Have you ever thought that my sacrifice to give myself freely in a sexual way can be as hard as you giving yourself freely emotionally?
“Here hon, meet my need and enjoy it.” Then, “I don’t know how to be intimate other than sex.” (hint: it might take more time and effort than sex)
Years of unbalance on either side takes its toll.
Jennifer, I could’t agree with you more! Meeting those needs that have been communicated – often in more than one way, is something we HAVE to get better at! And those needs that HAVE been communicated, I honestly don’t think confuse us much at all . . . which means as well, that we should be striving to be more intentional. The part, I’m pretty sure, that befuddles us more than not, is when we feel that we have INDEED “stepped up,” or done something even juuust a little beyond the call of duty, and it is not received like WE would receive it. Adding to our puzzlement is that whatever we DID do, is sometimes batted back to us as a personal affront, and it would not have been one to us. “Different languages, different cultures.” 🙂
Hubby and I have run into the communication issue when it comes to gifts – I used to want to be subtle about things and have him pick up on gift ideas. It usually didn’t work and left me holding a gift wondering what on earth he was thinking when bought it! I remember once being on a window shopping trip with hubby and going on and on (and on and on!) about a particular item I saw. He pointed out something else to me and I said, “Yeah, that’s cute” and then went back to gushing over the item I had seen. Guess which one he bought me for Christmas that year – the one he pointed out. I didn’t remember seeing it before that moment. When he jogged my memory, he told me that I had said it was cute. Later, I had the chance to calmly chat with him and ask him why he got me the item I made one comment about instead of the one I had gone nuts over. He smiled a little sheepishly and said, “Because I pointed this one out to you.” I understood a WHOLE lot better at that moment – he found something I thought was cute which meant he was catching on to the trick of shopping for me.
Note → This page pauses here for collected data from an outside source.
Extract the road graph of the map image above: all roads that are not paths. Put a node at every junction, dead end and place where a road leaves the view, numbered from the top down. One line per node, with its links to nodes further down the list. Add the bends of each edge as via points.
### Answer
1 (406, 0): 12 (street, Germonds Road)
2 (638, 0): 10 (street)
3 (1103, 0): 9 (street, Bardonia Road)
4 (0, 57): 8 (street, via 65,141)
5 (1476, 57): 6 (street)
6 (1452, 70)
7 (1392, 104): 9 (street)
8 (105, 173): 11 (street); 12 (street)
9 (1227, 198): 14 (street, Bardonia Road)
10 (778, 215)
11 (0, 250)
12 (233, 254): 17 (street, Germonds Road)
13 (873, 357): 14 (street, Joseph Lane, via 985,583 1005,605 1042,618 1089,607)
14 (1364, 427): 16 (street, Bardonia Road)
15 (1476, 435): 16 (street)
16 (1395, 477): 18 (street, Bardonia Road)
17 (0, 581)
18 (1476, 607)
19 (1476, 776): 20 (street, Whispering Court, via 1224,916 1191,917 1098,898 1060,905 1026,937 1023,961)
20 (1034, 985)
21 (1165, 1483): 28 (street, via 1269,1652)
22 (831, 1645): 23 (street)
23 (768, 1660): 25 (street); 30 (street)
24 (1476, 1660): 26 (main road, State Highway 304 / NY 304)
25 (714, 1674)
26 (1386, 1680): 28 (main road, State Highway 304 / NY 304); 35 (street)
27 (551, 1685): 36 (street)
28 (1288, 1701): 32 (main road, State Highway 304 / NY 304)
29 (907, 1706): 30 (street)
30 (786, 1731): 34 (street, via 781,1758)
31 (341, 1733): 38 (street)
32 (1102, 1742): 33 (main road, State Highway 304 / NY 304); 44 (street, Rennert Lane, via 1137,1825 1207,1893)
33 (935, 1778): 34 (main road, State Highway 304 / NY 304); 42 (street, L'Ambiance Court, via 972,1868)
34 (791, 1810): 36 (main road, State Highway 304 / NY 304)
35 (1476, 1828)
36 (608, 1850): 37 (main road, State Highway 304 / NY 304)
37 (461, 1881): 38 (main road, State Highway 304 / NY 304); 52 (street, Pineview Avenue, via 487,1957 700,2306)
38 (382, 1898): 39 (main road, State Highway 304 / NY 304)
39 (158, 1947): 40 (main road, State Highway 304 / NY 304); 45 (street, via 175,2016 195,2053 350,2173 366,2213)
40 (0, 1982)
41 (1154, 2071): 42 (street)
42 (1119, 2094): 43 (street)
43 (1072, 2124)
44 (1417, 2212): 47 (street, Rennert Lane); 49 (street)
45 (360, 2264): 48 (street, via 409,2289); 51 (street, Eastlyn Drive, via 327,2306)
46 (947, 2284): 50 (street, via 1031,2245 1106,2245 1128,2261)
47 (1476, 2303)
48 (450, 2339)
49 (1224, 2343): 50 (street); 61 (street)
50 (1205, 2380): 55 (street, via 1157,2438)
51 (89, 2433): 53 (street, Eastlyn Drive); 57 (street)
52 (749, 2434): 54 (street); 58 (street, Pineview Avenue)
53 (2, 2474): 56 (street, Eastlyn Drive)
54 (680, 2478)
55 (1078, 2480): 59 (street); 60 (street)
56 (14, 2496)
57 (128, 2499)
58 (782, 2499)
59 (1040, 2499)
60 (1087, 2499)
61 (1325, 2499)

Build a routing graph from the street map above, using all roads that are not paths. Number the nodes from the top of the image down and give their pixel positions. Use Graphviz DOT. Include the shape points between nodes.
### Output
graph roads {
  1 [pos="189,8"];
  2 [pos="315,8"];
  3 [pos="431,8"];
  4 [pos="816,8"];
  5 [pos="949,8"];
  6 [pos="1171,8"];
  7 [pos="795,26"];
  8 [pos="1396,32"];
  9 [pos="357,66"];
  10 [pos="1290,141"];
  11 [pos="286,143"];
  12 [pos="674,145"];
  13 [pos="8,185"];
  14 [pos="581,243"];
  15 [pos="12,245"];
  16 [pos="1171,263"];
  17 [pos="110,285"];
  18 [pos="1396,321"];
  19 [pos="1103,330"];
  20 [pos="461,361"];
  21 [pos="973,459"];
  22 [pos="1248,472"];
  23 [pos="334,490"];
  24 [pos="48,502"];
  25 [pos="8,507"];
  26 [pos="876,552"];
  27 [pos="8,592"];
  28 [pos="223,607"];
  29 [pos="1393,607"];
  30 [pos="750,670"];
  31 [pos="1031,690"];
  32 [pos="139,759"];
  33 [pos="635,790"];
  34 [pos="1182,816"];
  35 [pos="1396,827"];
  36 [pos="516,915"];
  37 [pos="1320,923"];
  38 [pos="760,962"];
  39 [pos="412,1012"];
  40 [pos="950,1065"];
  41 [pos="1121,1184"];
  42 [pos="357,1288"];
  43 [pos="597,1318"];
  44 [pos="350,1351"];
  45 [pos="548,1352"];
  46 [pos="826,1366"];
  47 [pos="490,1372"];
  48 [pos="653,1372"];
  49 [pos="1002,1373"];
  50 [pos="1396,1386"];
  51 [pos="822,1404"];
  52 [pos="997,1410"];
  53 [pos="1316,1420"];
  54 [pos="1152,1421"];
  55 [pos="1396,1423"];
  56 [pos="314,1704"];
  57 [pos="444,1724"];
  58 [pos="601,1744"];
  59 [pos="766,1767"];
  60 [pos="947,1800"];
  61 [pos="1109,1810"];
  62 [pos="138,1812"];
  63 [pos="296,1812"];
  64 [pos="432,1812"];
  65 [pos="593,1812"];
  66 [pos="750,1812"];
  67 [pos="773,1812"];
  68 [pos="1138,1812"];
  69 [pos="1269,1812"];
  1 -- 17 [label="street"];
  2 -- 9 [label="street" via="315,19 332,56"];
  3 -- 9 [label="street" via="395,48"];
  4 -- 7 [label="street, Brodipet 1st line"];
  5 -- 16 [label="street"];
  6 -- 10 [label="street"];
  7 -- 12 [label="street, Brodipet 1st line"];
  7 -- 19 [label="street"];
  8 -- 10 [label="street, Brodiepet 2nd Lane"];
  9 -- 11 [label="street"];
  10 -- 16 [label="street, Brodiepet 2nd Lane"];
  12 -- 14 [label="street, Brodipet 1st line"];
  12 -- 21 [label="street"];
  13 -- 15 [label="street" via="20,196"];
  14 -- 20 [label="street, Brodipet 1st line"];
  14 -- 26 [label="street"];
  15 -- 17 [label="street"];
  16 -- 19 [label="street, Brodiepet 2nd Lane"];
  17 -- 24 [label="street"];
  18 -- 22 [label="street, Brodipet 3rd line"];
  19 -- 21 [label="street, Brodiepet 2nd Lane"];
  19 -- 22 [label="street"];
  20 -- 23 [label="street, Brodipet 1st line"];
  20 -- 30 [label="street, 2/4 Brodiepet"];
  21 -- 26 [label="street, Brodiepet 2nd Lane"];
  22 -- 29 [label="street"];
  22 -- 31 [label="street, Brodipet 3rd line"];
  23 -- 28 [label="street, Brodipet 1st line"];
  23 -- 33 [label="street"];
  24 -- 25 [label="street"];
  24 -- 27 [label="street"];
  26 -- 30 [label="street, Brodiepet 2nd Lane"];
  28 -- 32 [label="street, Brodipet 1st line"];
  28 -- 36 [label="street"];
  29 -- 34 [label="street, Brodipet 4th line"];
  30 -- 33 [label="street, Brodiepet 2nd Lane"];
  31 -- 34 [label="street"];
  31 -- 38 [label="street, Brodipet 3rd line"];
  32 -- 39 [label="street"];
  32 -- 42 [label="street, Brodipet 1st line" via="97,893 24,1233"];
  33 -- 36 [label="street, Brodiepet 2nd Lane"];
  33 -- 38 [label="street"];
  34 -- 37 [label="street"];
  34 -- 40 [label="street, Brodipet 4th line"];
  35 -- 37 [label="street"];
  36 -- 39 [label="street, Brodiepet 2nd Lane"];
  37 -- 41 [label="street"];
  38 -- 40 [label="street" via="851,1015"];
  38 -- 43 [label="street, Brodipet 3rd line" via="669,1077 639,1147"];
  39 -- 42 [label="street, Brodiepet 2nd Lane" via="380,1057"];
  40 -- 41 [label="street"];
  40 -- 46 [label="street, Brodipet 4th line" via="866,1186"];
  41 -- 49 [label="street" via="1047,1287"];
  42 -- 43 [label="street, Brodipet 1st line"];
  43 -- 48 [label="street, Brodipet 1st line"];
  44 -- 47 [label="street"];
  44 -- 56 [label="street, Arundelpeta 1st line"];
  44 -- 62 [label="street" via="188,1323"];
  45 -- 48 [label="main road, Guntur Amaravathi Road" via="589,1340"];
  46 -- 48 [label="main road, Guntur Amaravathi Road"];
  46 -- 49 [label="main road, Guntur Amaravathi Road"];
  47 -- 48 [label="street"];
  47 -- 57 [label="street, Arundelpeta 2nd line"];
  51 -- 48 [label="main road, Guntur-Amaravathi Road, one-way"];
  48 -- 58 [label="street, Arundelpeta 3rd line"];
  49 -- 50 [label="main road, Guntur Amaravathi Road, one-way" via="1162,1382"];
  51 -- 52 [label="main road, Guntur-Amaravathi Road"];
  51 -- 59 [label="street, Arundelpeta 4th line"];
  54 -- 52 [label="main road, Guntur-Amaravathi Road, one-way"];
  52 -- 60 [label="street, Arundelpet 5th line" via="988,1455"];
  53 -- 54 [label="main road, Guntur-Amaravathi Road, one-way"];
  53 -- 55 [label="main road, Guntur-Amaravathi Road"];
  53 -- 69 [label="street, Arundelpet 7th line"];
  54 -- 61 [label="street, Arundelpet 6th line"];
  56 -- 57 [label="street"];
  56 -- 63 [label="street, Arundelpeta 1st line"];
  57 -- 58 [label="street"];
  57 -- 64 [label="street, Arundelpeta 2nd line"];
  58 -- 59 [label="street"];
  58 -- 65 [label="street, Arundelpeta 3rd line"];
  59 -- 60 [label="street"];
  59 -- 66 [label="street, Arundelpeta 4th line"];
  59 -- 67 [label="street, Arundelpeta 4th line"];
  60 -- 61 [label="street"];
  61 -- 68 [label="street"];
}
The good news is my honey is a gift giving pro now – I cannot remember the last time I got a gift I didn’t absolutely LOVE.
I think part of the issue is that we feel known when you recognize that what may be impersonal to you is very personal to us. The fact that a husband is surprised by how something “impersonal” hurt his wife’s feelings demonstrates that he doesn’t know her the way she longs to be known.
I do believe the response “if you don’t know then I won’t tell you” is as immature as it is unhelpful, but I believe it stems from that desire to be known. To be known and accepted is a not unique to women. Isn’t that at the heart of why men want their wives to be sexually responsive?
This kind of intimacy takes both a husband and a wife actively working to attain. 🙂
Thanks for your viewpoint!
Trixie
Trixie , that is certainly part o the equation, as far as desiring sexual response from our wives. I feel most connected to my wife, after sex. However, as a man, I see my wife’s sexual desire for me, as an absolute indication of her level of respect, and by default, how well I’m doing as a husband.In other words, if she has no desire for intimacy, it’s because she doesn’t really respect me, and it’s my fault. Hope that makes sense.
Trixie, the center of your hammer has found the nail – SQUARELY!! And that “surprise” can come for a variety of reasons. That’s why in premarital counseling, 50% of our material covered is found in the area of communicating, and being willing to work hard at it, even sometimes taking perceived risks. It’s not much different in marital counseling either! But what warms me the most in your comments, is that you acknowledge that intimacy cannot – PERIOD – be created or sustained by only one person, or by that person “most of the time.” That desire to be “known” in a woman’s deepest places, can’t be achieved without a man being intentional about paying closer attention, and responding when you “call.” 🙂 Awesome!